Ya know it's not just in the context of this genre that I often feel those criticizing stories for being "Edgy" or "Trauma porn" are often people with more privileged lives looking down on the rawness of how people less fortunate express themselves.  I thought of this watching the latest Atop The Fourth Wall video.  I don't think the New52's Joker's Daughter has some brilliant origin story or anything.  But the detail that struck me was Linkara specifically reacting to her line about the physical pain drowning out the emotional pain as some particular proof the Comic doesn't understand the issues it's pretending to deal with.  But I know someone who's cut themselves in the past and that's exactly how they explained why they did it, so to me it was one of the better parts of that Comic.

Of course part of the methodology of these people who like Madoka and only Madoka of this Sub Sub Genre is saying that "Magical Girl shows had always gotten Dark sometimes".  And while I agree with pointing that out to undermine people's oversimplified understanding of classic Magical Girl shows.  These people really do seem in denial of the fact that Madoka is dark in a way no prior TV Anime undeniably classified as a Magical Girl show ever was.  

Sailor Moon could get "Dark" in ways that also applied to friggin Pokémon, the 3rd Pokémon movie is darker then Sailor Moon ever got.

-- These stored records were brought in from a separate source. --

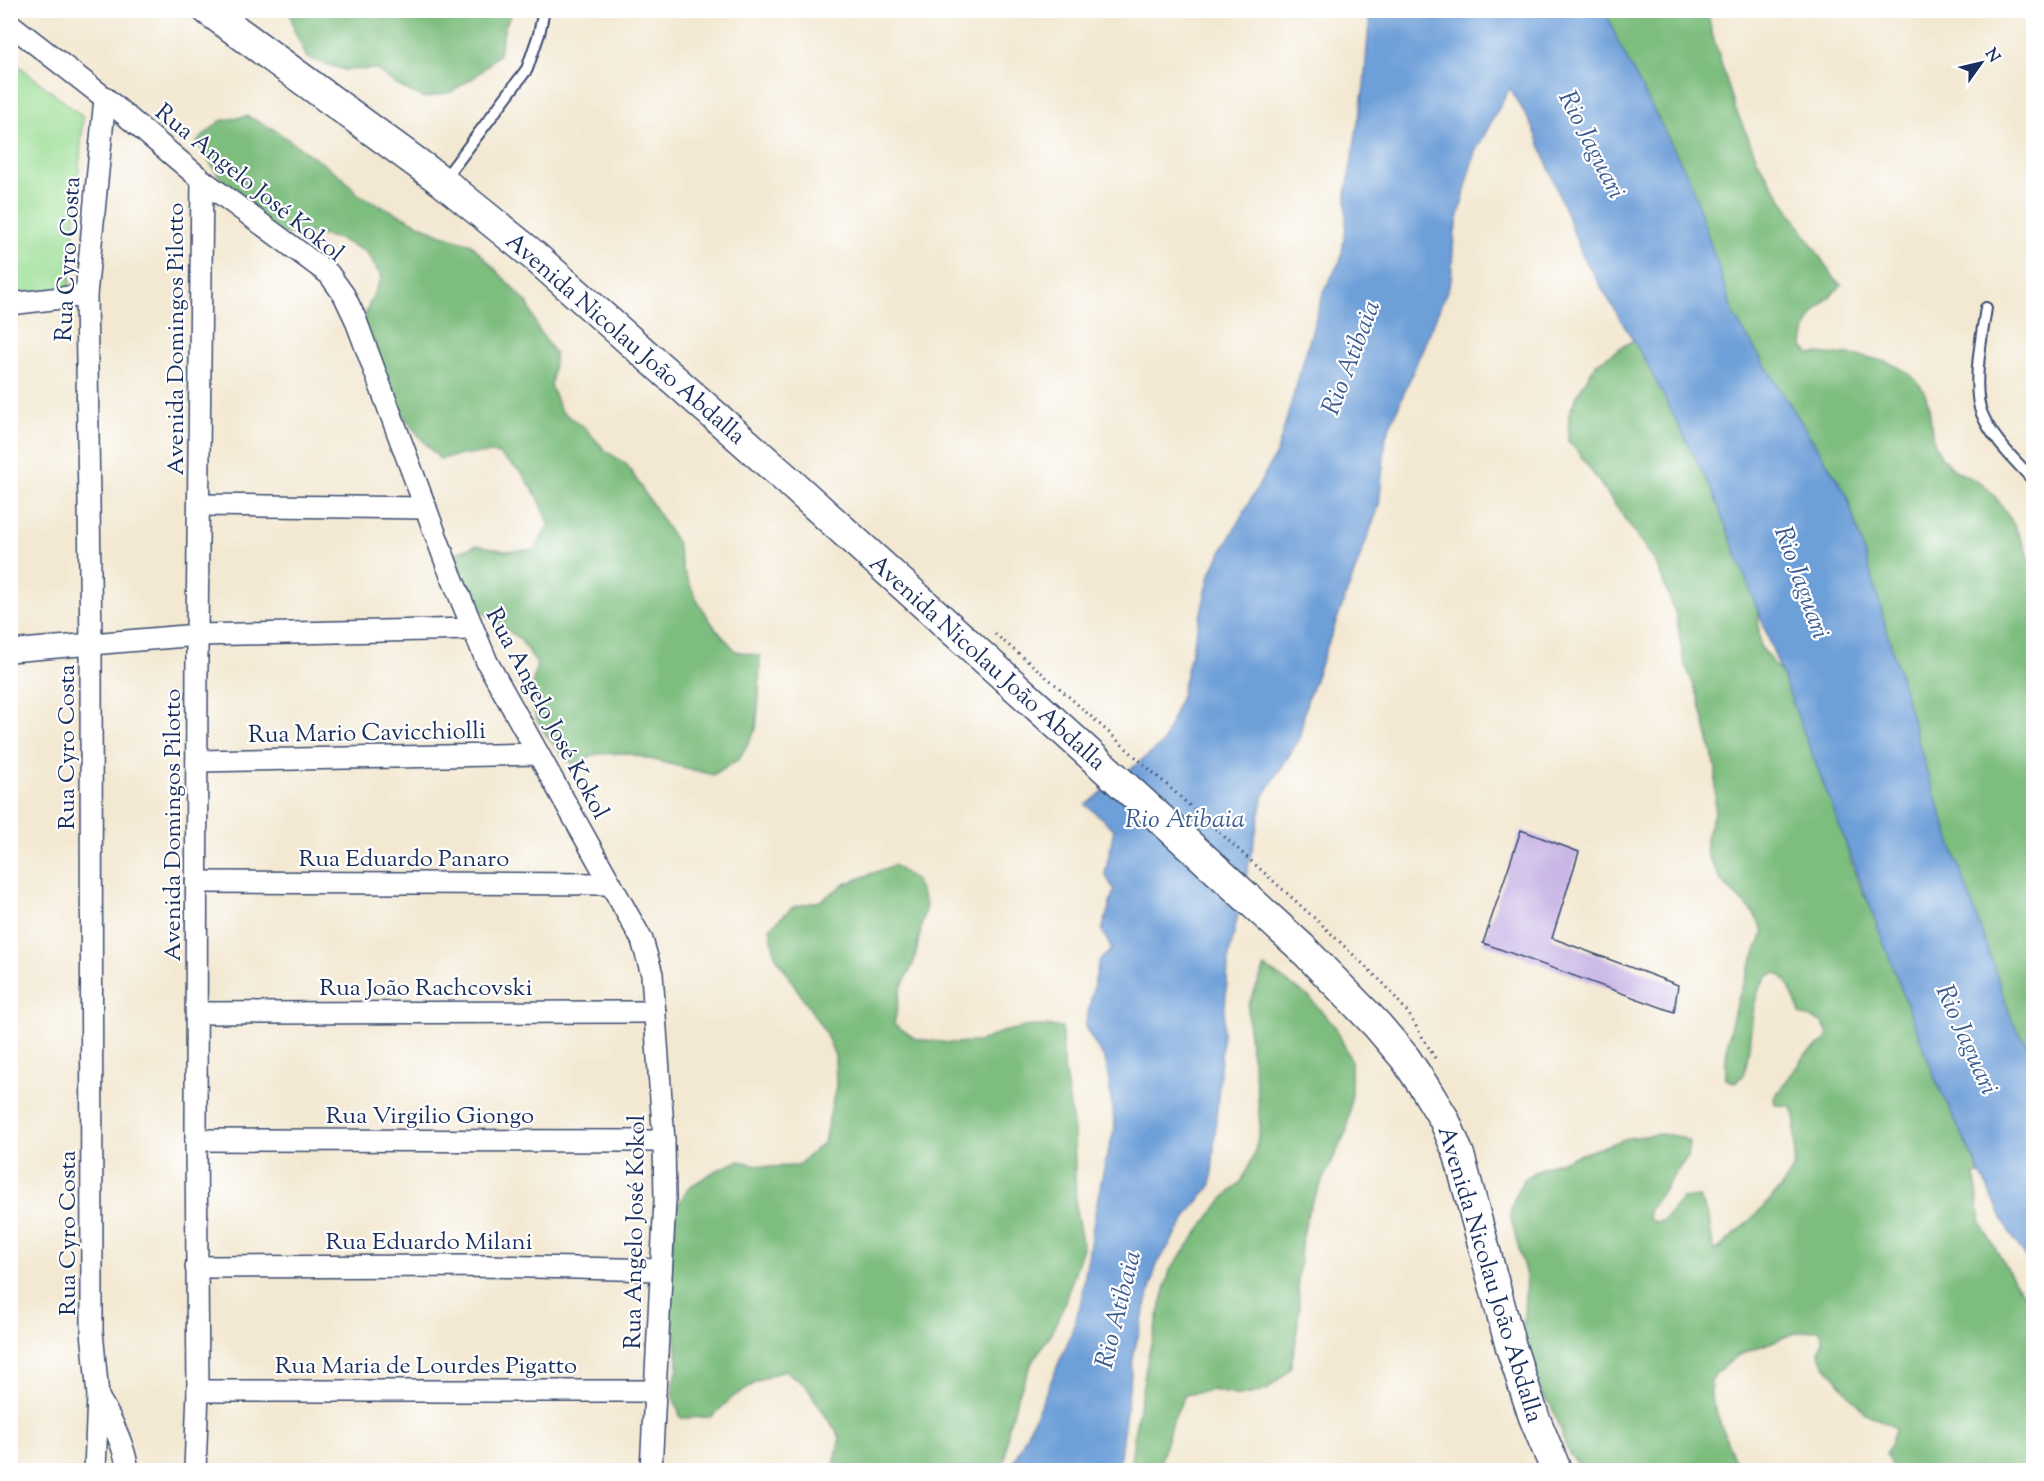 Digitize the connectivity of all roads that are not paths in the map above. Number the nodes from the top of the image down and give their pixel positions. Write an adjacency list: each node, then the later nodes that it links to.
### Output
1 (208, 10): 6 (main road, Avenida Nicolau João Abdalla)
2 (544, 10): 6 (lane)
3 (10, 24): 4 (street, Rua Angelo José Kokol)
4 (105, 98): 5 (street, Rua Angelo José Kokol); 7 (street, Rua Cyro Costa)
5 (202, 180): 11 (street, Avenida Domingos Pilotto); 12 (street, Rua Angelo José Kokol)
6 (442, 182): 34 (main road, Avenida Nicolau João Abdalla)
7 (86, 295): 8 (street); 15 (street, Rua Cyro Costa)
8 (10, 304)
9 (1986, 308): 10 (lane)
10 (2034, 481)
11 (200, 504): 12 (street); 14 (street, Avenida Domingos Pilotto)
12 (426, 508): 13 (street, Rua Angelo José Kokol)
13 (473, 629): 14 (street); 17 (street, Rua Angelo José Kokol)
14 (197, 635): 15 (street); 18 (street, Avenida Domingos Pilotto)
15 (92, 643): 16 (street); 29 (street, Rua Cyro Costa)
16 (10, 651)
17 (538, 754): 18 (street, Rua Mario Cavicchiolli); 20 (street, Rua Angelo José Kokol)
18 (197, 761): 19 (street, Avenida Domingos Pilotto)
19 (196, 882): 20 (street, Rua Eduardo Panaro); 22 (street, Avenida Domingos Pilotto)
20 (611, 884): 21 (street, Rua Angelo José Kokol)
21 (655, 1012): 22 (street, Rua João Rachcovski); 24 (street, Rua Angelo José Kokol)
22 (197, 1013): 23 (street, Avenida Domingos Pilotto)
23 (196, 1140): 24 (street, Rua Virgilio Giongo); 25 (street, Avenida Domingos Pilotto)
24 (664, 1141): 26 (street, Rua Angelo José Kokol)
25 (196, 1267): 26 (street, Rua Eduardo Milani); 27 (street, Avenida Domingos Pilotto)
26 (661, 1270): 28 (street, Rua Angelo José Kokol)
27 (198, 1391): 28 (street, Rua Maria de Lourdes Pigatto); 32 (street, Avenida Domingos Pilotto)
28 (655, 1391): 33 (street, Rua Angelo José Kokol)
29 (98, 1396): 30 (street, Rua Cyro Costa); 31 (street)
30 (95, 1470)
31 (128, 1470)
32 (195, 1470)
33 (651, 1470)
34 (1556, 1470)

Sailor Moon S gets called "the dark season" of Sailor Moon.  Most of it is not that dark, it's over half done before the real story even begins.  Once Hotaru's there the darkness is kind of present every episode, but most of them are ramping up the goofiness at the same time.  There really are only two episodes of them truly being in the thick of it.  To suggest that show is at all equivalent to Madoka in tone would be absurd.

The Magical Girl Warrior genre opening up to darker takes around the same time it turned 20 was inevitable, that's how these genre cycles work.  And now that it's turning 30 I look forward to what new innovations will come next.